Published April 14, 2010 at 5:50 a.m.

Easter Offense

A while back, Red Square ran an ad caricaturing the figure of Christ [February 17]. I left a message with the establishment expressing my anger, but wasn’t able to find the right words for your paper until tonight, when I made a visit to my 93-year-old Catholic friend.

Before I left, she pointed to her treasured picture of the Sacred Heart and simply said, “I just keep asking Him to help me be the person I should be for Him.” In the face of such love, faith and devotion, I would hope there are still threads of basic decency and respect left that declare some things off limits for the sake of a cheap laugh and an unsuccessful attempt to appear sophisticated.

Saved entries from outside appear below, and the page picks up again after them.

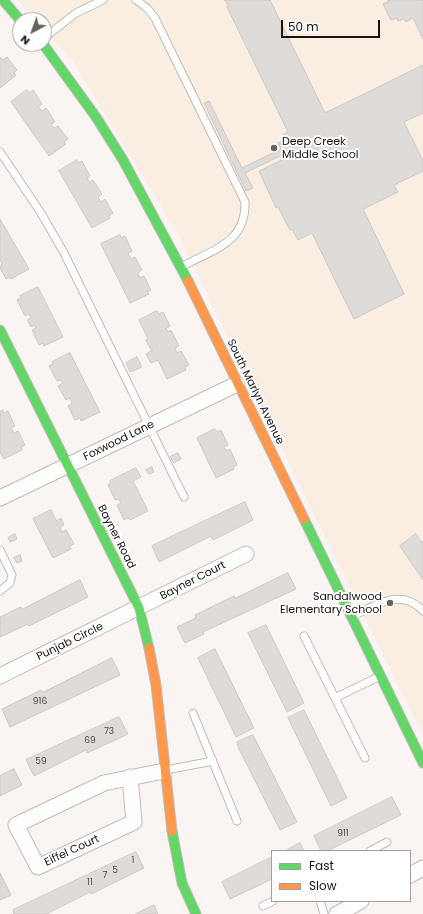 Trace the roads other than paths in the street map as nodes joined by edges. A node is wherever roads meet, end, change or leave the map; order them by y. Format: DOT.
graph roads {
  1 [pos="3,0"];
  2 [pos="103,0"];
  3 [pos="136,0"];
  4 [pos="13,12"];
  5 [pos="52,32"];
  6 [pos="49,52"];
  7 [pos="0,152"];
  8 [pos="181,267"];
  9 [pos="0,330"];
  10 [pos="237,384"];
  11 [pos="150,427"];
  12 [pos="67,466"];
  13 [pos="184,497"];
  14 [pos="0,498"];
  15 [pos="0,550"];
  16 [pos="246,554"];
  17 [pos="0,591"];
  18 [pos="139,608"];
  19 [pos="423,611"];
  20 [pos="350,617"];
  21 [pos="304,636"];
  22 [pos="0,676"];
  23 [pos="381,676"];
  24 [pos="335,698"];
  25 [pos="193,713"];
  26 [pos="365,758"];
  27 [pos="213,761"];
  28 [pos="423,763"];
  29 [pos="164,771"];
  30 [pos="130,777"];
  31 [pos="237,821"];
  32 [pos="386,842"];
  33 [pos="372,850"];
  34 [pos="423,868"];
  35 [pos="411,874"];
  36 [pos="271,902"];
  37 [pos="320,902"];
  38 [pos="359,902"];
  39 [pos="263,906"];
  40 [pos="196,914"];
  41 [pos="324,914"];
  42 [pos="337,914"];
  1 -- 4 [label="street"];
  2 -- 5 [label="lane"];
  3 -- 8 [label="lane"];
  6 -- 8 [label="street, South Marlyn Avenue"];
  7 -- 11 [label="lane"];
  8 -- 10 [label="street, South Marlyn Avenue"];
  9 -- 12 [label="street, Bayner Road"];
  10 -- 11 [label="street, Foxwood Lane"];
  10 -- 20 [label="street, South Marlyn Avenue"];
  11 -- 12 [label="street, Foxwood Lane"];
  11 -- 13 [label="lane"];
  12 -- 14 [label="street, Foxwood Lane"];
  12 -- 18 [label="street, Bayner Road"];
  15 -- 17 [label="lane"];
  16 -- 18 [label="street, Bayner Court"];
  18 -- 22 [label="street, Punjab Circle"];
  18 -- 29 [label="street, Bayner Road"];
  19 -- 20 [label="lane"];
  20 -- 23 [label="street, South Marlyn Avenue"];
  21 -- 24 [label="lane"];
  23 -- 24 [label="lane"];
  23 -- 28 [label="street, South Marlyn Avenue"];
  24 -- 26 [label="lane"];
  25 -- 27 [label="lane"];
  27 -- 29 [label="lane"];
  27 -- 31 [label="lane"];
  29 -- 30 [label="street, Eiffel Court"];
  29 -- 40 [label="street, Bayner Road"];
  30 -- 30 [label="street, Eiffel Court"];
  32 -- 33 [label="lane"];
  34 -- 35 [label="street"];
  36 -- 39 [label="lane"];
  37 -- 41 [label="lane"];
  38 -- 42 [label="street"];
}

Obviously, your paper didn’t see the ad this way. Perhaps in the future you will at least pause before repeating the degradation of a sacred symbol…

Bobbi Perez

Winooski

Editor’s Note: Seven Days does not censor advertisements unless they promote hate and/or violence.

Buzz Kill

I liked [Lea McLellan’s “Rules of Caffeination,” April 7]. But at the end, when you suggest an extra $1 in the tip jar, how does that help the business owner’s bottom line? That money goes to the staff. How does it keep the doors of the establishment open to give extra money to the staff? Perhaps buying a bottled juice to put in your bag for later?

Sally Brink

Bolton

Great Issue

The April 7 issue is great! A wide range of interesting articles! As the Burlington Free Press declines as a source of useful information, Seven Days has just gotten better. Thanks.

Ron McGarvey

Burlington

State Course?

In his article [“Fair Game,” March 24], Shay Totten says, “States can chart their own courses to universal coverage provided they meet the federal standards.” I looked at the Patient Protection and Affordable Care Act (H.R. 3590) to which Totten refers, and I guess he is referring to Sec. 1332, Waiver for State Innovation. I just want to mention that this provision cannot be used until 2017. Also, it is not clear to me whether states that “chart their own courses” could enact their own single-payer plans using this provision. The term “single-payer” is never used anywhere in the Act, of course, since that was “off the table.” What does Shay Totten think?

Berry Ives

Albuquerque, N.M.

Shay Totten responds: It’s true the innovation provisions do not kick in until 2017, but that does not preclude a state from going forward and requesting the appropriate waivers from the feds prior to 2017. In Vermont, some would like to implement a single-payer system, but other states could pursue their own course.

More to the Mob

Thanks to Lauren Ober and Seven Days for covering the first Green Mountain Crop Mob at Adam’s Berry Farm [“Mob City,” March 31]. I’d like to share the credit for GMCM with Emily Curtis Murphy of Fair Food Farm in Calais. Emily was the one who came up with the plan to start mobbing Vermont, and deserves just props. Thanks, again!

Rachel Schattman

Burlington

Selective Slopes

I would like to thank Seven Days for printing Barbara Hibbitts’ letter regarding Mad River Glen [“Feedback,” March 31]. Ms. Hibbitts’ remark, “and thank heaven, no boarders are allowed, I don’t have the worry of being hit by one of them...” points out the discriminatory actions of Mad River Glen banning riders. Intolerance and bigoted behavior. Hmmm, does not sound like Vermont to me.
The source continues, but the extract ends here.